• [EXERCISE DETAILS]
Set every entry down again, unchanged, picture-free.

• [EXTRACTED INFORMATION]

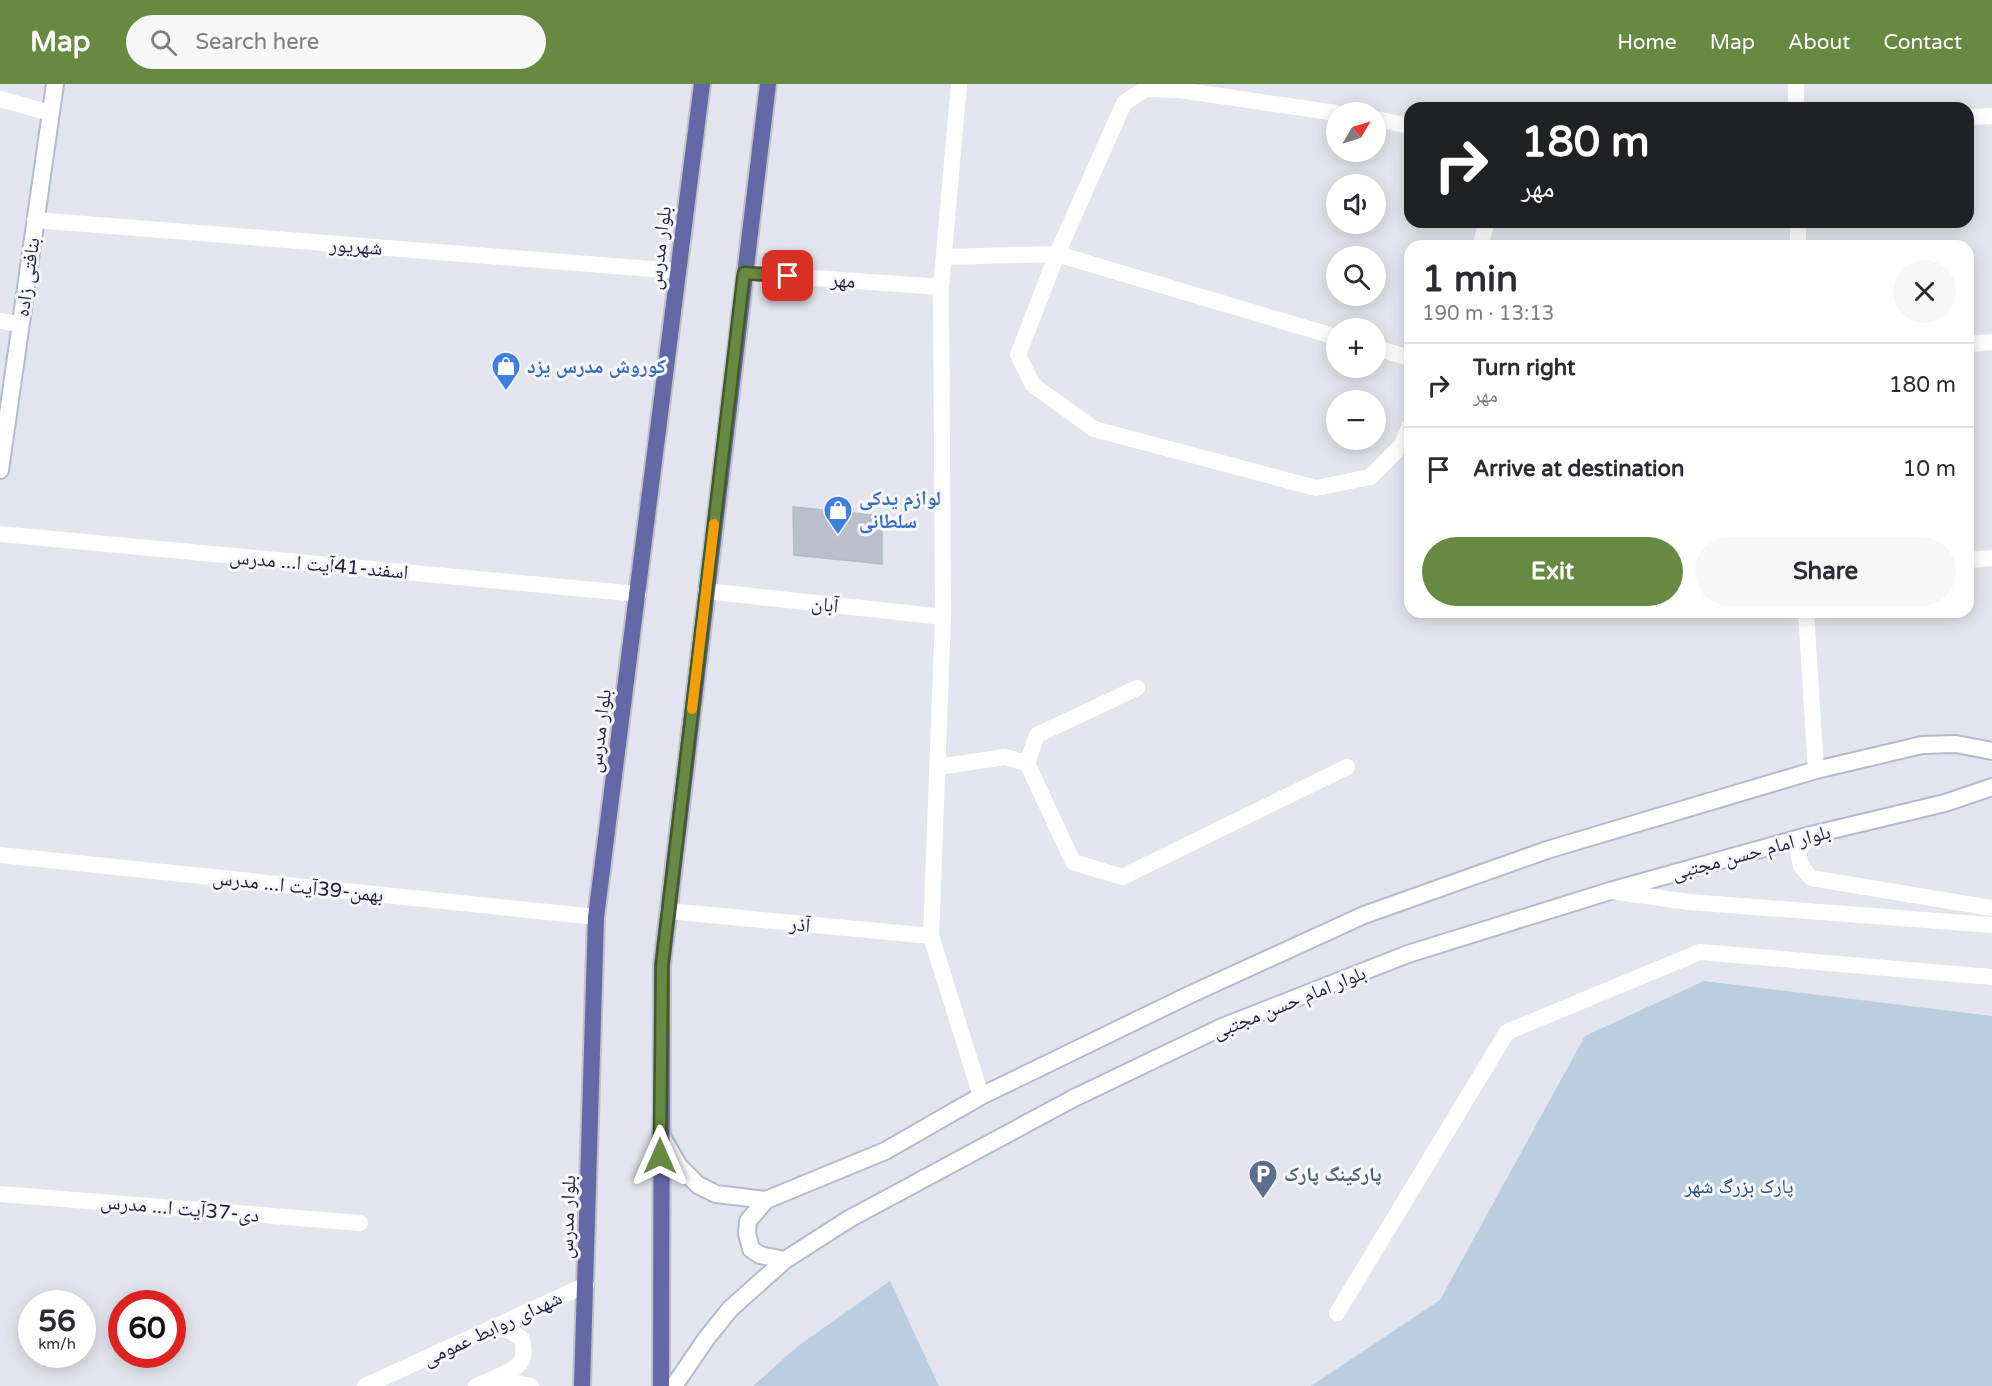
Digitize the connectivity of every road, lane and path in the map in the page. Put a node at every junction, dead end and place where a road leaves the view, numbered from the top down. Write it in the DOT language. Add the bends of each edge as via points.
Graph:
graph roads {
  1 [pos="55,84"];
  2 [pos="702,84"];
  3 [pos="768,84"];
  4 [pos="960,84"];
  5 [pos="1796,84"];
  6 [pos="0,99"];
  7 [pos="1796,102"];
  8 [pos="1326,112"];
  9 [pos="51,113"];
  10 [pos="1992,116"];
  11 [pos="1974,117"];
  12 [pos="1386,120"];
  13 [pos="1404,125"];
  14 [pos="35,220"];
  15 [pos="1057,254"];
  16 [pos="944,256"];
  17 [pos="677,271"];
  18 [pos="744,273"];
  19 [pos="942,287"];
  20 [pos="0,321"];
  21 [pos="20,324"];
  22 [pos="1326,334"];
  23 [pos="1992,342"];
  24 [pos="1974,344"];
  25 [pos="1386,351"];
  26 [pos="1404,356"];
  27 [pos="1404,440"];
  28 [pos="0,470"];
  29 [pos="0,534"];
  30 [pos="1992,558"];
  31 [pos="1974,560"];
  32 [pos="706,591"];
  33 [pos="638,594"];
  34 [pos="944,617"];
  35 [pos="1806,618"];
  36 [pos="1137,688"];
  37 [pos="1992,751"];
  38 [pos="1027,763"];
  39 [pos="938,767"];
  40 [pos="1347,767"];
  41 [pos="1816,770"];
  42 [pos="1992,787"];
  43 [pos="1810,835"];
  44 [pos="0,855"];
  45 [pos="1610,891"];
  46 [pos="1992,908"];
  47 [pos="668,911"];
  48 [pos="596,917"];
  49 [pos="1992,925"];
  50 [pos="931,936"];
  51 [pos="1992,977"];
  52 [pos="981,1096"];
  53 [pos="661,1135"];
  54 [pos="0,1194"];
  55 [pos="766,1200"];
  56 [pos="360,1223"];
  57 [pos="785,1260"];
  58 [pos="586,1285"];
  59 [pos="1337,1313"];
  60 [pos="493,1327"];
  61 [pos="495,1378"];
  62 [pos="365,1386"];
  63 [pos="476,1386"];
  64 [pos="531,1386"];
  65 [pos="582,1386"];
  66 [pos="661,1386"];
  67 [pos="674,1386"];
  1 -- 9 [label="street, بنافتی زاده"];
  2 -- 17 [label="main road, بلوار مدرس"];
  3 -- 18 [label="main road"];
  4 -- 16 [label="street"];
  5 -- 7 [label="street"];
  6 -- 9 [label="street"];
  8 -- 15 [label="street" via="1180,90 1145,89 1124,103"];
  9 -- 14 [label="street, بنافتی زاده"];
  10 -- 11 [label="street"];
  12 -- 13 [label="street"];
  14 -- 17 [label="street, شهریور"];
  14 -- 21 [label="street, بنافتی زاده"];
  15 -- 16 [label="street"];
  15 -- 22 [label="street"];
  15 -- 27 [label="street" via="1018,355 1033,385 1094,429 1316,488 1370,477"];
  16 -- 19 [label="street"];
  17 -- 33 [label="main road, بلوار مدرس"];
  18 -- 19 [label="street, مهر"];
  18 -- 32 [label="main road"];
  19 -- 34 [label="street"];
  20 -- 21 [label="street"];
  21 -- 28 [label="street, بنافتی زاده"];
  23 -- 24 [label="street"];
  25 -- 26 [label="street"];
  29 -- 33 [label="street, اسفند-41آیت ا... مدرس"];
  30 -- 31 [label="street"];
  32 -- 34 [label="street, آبان"];
  32 -- 47 [label="main road"];
  33 -- 48 [label="main road, بلوار مدرس"];
  34 -- 39 [label="street"];
  35 -- 41 [label="street"];
  36 -- 38 [label="street" via="1037,735"];
  37 -- 41 [label="street" via="1956,744 1923,745"];
  38 -- 39 [label="street" via="1005,757"];
  38 -- 40 [label="street" via="1073,862 1122,877"];
  39 -- 50 [label="street"];
  41 -- 52 [label="street" via="1547,850 1364,915"];
  42 -- 43 [label="street, بلوار امام حسن مجتبی" via="1945,803"];
  43 -- 45 [label="street, بلوار امام حسن مجتبی"];
  43 -- 46 [label="street" via="1798,852 1801,867 1811,878"];
  44 -- 48 [label="street, بهمن-39آیت ا... مدرس"];
  45 -- 49 [label="street" via="1689,902"];
  45 -- 57 [label="street, بلوار امام حسن مجتبی" via="1408,954 1222,1027 1074,1098 849,1219"];
  47 -- 50 [label="street, آذر"];
  47 -- 53 [label="main road" via="662,965"];
  48 -- 58 [label="main road, بلوار مدرس"];
  50 -- 52 [label="street"];
  51 -- 59 [label="street" via="1700,952 1507,1032"];
  52 -- 55 [label="street" via="885,1150"];
  53 -- 55 [label="street" via="678,1166 698,1185 716,1194"];
  53 -- 66 [label="main road"];
  54 -- 56 [label="street, دی-37آیت ا... مدرس"];
  55 -- 57 [label="street" via="748,1221 751,1249"];
  57 -- 67 [label="street, بلوار امام حسن مجتبی" via="730,1309"];
  58 -- 60 [label="street, شهدای روابط عمومی"];
  58 -- 65 [label="main road, بلوار مدرس"];
  60 -- 61 [label="street" via="522,1339 525,1353 520,1364"];
  60 -- 62 [label="street, شهدای روابط عمومی"];
  61 -- 63 [label="street"];
  61 -- 64 [label="street"];
}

• [ANSWER SPACE]
Digitize the connectivity of every road, lane and path in the map in the page. Put a node at every junction, dead end and place where a road leaves the view, numbered from the top down. Write it in the DOT language. Add the bends of each edge as via points.
Graph:
graph roads {
  1 [pos="55,84"];
  2 [pos="702,84"];
  3 [pos="768,84"];
  4 [pos="960,84"];
  5 [pos="1796,84"];
  6 [pos="0,99"];
  7 [pos="1796,102"];
  8 [pos="1326,112"];
  9 [pos="51,113"];
  10 [pos="1992,116"];
  11 [pos="1974,117"];
  12 [pos="1386,120"];
  13 [pos="1404,125"];
  14 [pos="35,220"];
  15 [pos="1057,254"];
  16 [pos="944,256"];
  17 [pos="677,271"];
  18 [pos="744,273"];
  19 [pos="942,287"];
  20 [pos="0,321"];
  21 [pos="20,324"];
  22 [pos="1326,334"];
  23 [pos="1992,342"];
  24 [pos="1974,344"];
  25 [pos="1386,351"];
  26 [pos="1404,356"];
  27 [pos="1404,440"];
  28 [pos="0,470"];
  29 [pos="0,534"];
  30 [pos="1992,558"];
  31 [pos="1974,560"];
  32 [pos="706,591"];
  33 [pos="638,594"];
  34 [pos="944,617"];
  35 [pos="1806,618"];
  36 [pos="1137,688"];
  37 [pos="1992,751"];
  38 [pos="1027,763"];
  39 [pos="938,767"];
  40 [pos="1347,767"];
  41 [pos="1816,770"];
  42 [pos="1992,787"];
  43 [pos="1810,835"];
  44 [pos="0,855"];
  45 [pos="1610,891"];
  46 [pos="1992,908"];
  47 [pos="668,911"];
  48 [pos="596,917"];
  49 [pos="1992,925"];
  50 [pos="931,936"];
  51 [pos="1992,977"];
  52 [pos="981,1096"];
  53 [pos="661,1135"];
  54 [pos="0,1194"];
  55 [pos="766,1200"];
  56 [pos="360,1223"];
  57 [pos="785,1260"];
  58 [pos="586,1285"];
  59 [pos="1337,1313"];
  60 [pos="493,1327"];
  61 [pos="495,1378"];
  62 [pos="365,1386"];
  63 [pos="476,1386"];
  64 [pos="531,1386"];
  65 [pos="582,1386"];
  66 [pos="661,1386"];
  67 [pos="674,1386"];
  1 -- 9 [label="street, بنافتی زاده"];
  2 -- 17 [label="main road, بلوار مدرس"];
  3 -- 18 [label="main road"];
  4 -- 16 [label="street"];
  5 -- 7 [label="street"];
  6 -- 9 [label="street"];
  8 -- 15 [label="street" via="1180,90 1145,89 1124,103"];
  9 -- 14 [label="street, بنافتی زاده"];
  10 -- 11 [label="street"];
  12 -- 13 [label="street"];
  14 -- 17 [label="street, شهریور"];
  14 -- 21 [label="street, بنافتی زاده"];
  15 -- 16 [label="street"];
  15 -- 22 [label="street"];
  15 -- 27 [label="street" via="1018,355 1033,385 1094,429 1316,488 1370,477"];
  16 -- 19 [label="street"];
  17 -- 33 [label="main road, بلوار مدرس"];
  18 -- 19 [label="street, مهر"];
  18 -- 32 [label="main road"];
  19 -- 34 [label="street"];
  20 -- 21 [label="street"];
  21 -- 28 [label="street, بنافتی زاده"];
  23 -- 24 [label="street"];
  25 -- 26 [label="street"];
  29 -- 33 [label="street, اسفند-41آیت ا... مدرس"];
  30 -- 31 [label="street"];
  32 -- 34 [label="street, آبان"];
  32 -- 47 [label="main road"];
  33 -- 48 [label="main road, بلوار مدرس"];
  34 -- 39 [label="street"];
  35 -- 41 [label="street"];
  36 -- 38 [label="street" via="1037,735"];
  37 -- 41 [label="street" via="1956,744 1923,745"];
  38 -- 39 [label="street" via="1005,757"];
  38 -- 40 [label="street" via="1073,862 1122,877"];
  39 -- 50 [label="street"];
  41 -- 52 [label="street" via="1547,850 1364,915"];
  42 -- 43 [label="street, بلوار امام حسن مجتبی" via="1945,803"];
  43 -- 45 [label="street, بلوار امام حسن مجتبی"];
  43 -- 46 [label="street" via="1798,852 1801,867 1811,878"];
  44 -- 48 [label="street, بهمن-39آیت ا... مدرس"];
  45 -- 49 [label="street" via="1689,902"];
  45 -- 57 [label="street, بلوار امام حسن مجتبی" via="1408,954 1222,1027 1074,1098 849,1219"];
  47 -- 50 [label="street, آذر"];
  47 -- 53 [label="main road" via="662,965"];
  48 -- 58 [label="main road, بلوار مدرس"];
  50 -- 52 [label="street"];
  51 -- 59 [label="street" via="1700,952 1507,1032"];
  52 -- 55 [label="street" via="885,1150"];
  53 -- 55 [label="street" via="678,1166 698,1185 716,1194"];
  53 -- 66 [label="main road"];
  54 -- 56 [label="street, دی-37آیت ا... مدرس"];
  55 -- 57 [label="street" via="748,1221 751,1249"];
  57 -- 67 [label="street, بلوار امام حسن مجتبی" via="730,1309"];
  58 -- 60 [label="street, شهدای روابط عمومی"];
  58 -- 65 [label="main road, بلوار مدرس"];
  60 -- 61 [label="street" via="522,1339 525,1353 520,1364"];
  60 -- 62 [label="street, شهدای روابط عمومی"];
  61 -- 63 [label="street"];
  61 -- 64 [label="street"];
}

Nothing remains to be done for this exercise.